> _Your instructions_
All of the records are to be reproduced exactly.

*****

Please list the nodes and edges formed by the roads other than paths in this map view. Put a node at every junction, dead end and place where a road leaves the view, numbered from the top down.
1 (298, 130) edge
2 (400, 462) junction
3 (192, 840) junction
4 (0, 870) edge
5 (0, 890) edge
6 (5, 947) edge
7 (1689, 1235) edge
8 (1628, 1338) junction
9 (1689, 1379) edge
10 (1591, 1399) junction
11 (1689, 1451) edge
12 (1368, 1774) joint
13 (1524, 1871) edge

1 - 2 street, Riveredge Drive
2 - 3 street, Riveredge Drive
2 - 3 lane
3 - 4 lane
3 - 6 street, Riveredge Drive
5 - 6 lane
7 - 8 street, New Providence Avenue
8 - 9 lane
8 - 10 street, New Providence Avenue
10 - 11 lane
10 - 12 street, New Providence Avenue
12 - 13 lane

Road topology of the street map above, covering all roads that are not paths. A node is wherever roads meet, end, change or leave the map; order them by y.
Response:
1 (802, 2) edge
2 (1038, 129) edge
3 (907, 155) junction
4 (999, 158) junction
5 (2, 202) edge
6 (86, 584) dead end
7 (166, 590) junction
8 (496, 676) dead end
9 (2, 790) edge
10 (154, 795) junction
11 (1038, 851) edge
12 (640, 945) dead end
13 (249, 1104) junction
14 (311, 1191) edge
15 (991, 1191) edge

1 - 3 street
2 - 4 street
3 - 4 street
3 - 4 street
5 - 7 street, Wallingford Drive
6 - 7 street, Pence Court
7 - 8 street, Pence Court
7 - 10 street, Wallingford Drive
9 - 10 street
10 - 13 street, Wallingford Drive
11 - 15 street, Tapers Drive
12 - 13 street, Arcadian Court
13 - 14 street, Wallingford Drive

*****

> _Your response_
Please list the nodes and edges formed by the roads other than paths in this map view. Put a node at every junction, dead end and place where a road leaves the view, numbered from the top down.
1 (298, 130) edge
2 (400, 462) junction
3 (192, 840) junction
4 (0, 870) edge
5 (0, 890) edge
6 (5, 947) edge
7 (1689, 1235) edge
8 (1628, 1338) junction
9 (1689, 1379) edge
10 (1591, 1399) junction
11 (1689, 1451) edge
12 (1368, 1774) joint
13 (1524, 1871) edge

1 - 2 street, Riveredge Drive
2 - 3 street, Riveredge Drive
2 - 3 lane
3 - 4 lane
3 - 6 street, Riveredge Drive
5 - 6 lane
7 - 8 street, New Providence Avenue
8 - 9 lane
8 - 10 street, New Providence Avenue
10 - 11 lane
10 - 12 street, New Providence Avenue
12 - 13 lane

Road topology of the street map above, covering all roads that are not paths. A node is wherever roads meet, end, change or leave the map; order them by y.
Response:
1 (802, 2) edge
2 (1038, 129) edge
3 (907, 155) junction
4 (999, 158) junction
5 (2, 202) edge
6 (86, 584) dead end
7 (166, 590) junction
8 (496, 676) dead end
9 (2, 790) edge
10 (154, 795) junction
11 (1038, 851) edge
12 (640, 945) dead end
13 (249, 1104) junction
14 (311, 1191) edge
15 (991, 1191) edge

1 - 3 street
2 - 4 street
3 - 4 street
3 - 4 street
5 - 7 street, Wallingford Drive
6 - 7 street, Pence Court
7 - 8 street, Pence Court
7 - 10 street, Wallingford Drive
9 - 10 street
10 - 13 street, Wallingford Drive
11 - 15 street, Tapers Drive
12 - 13 street, Arcadian Court
13 - 14 street, Wallingford Drive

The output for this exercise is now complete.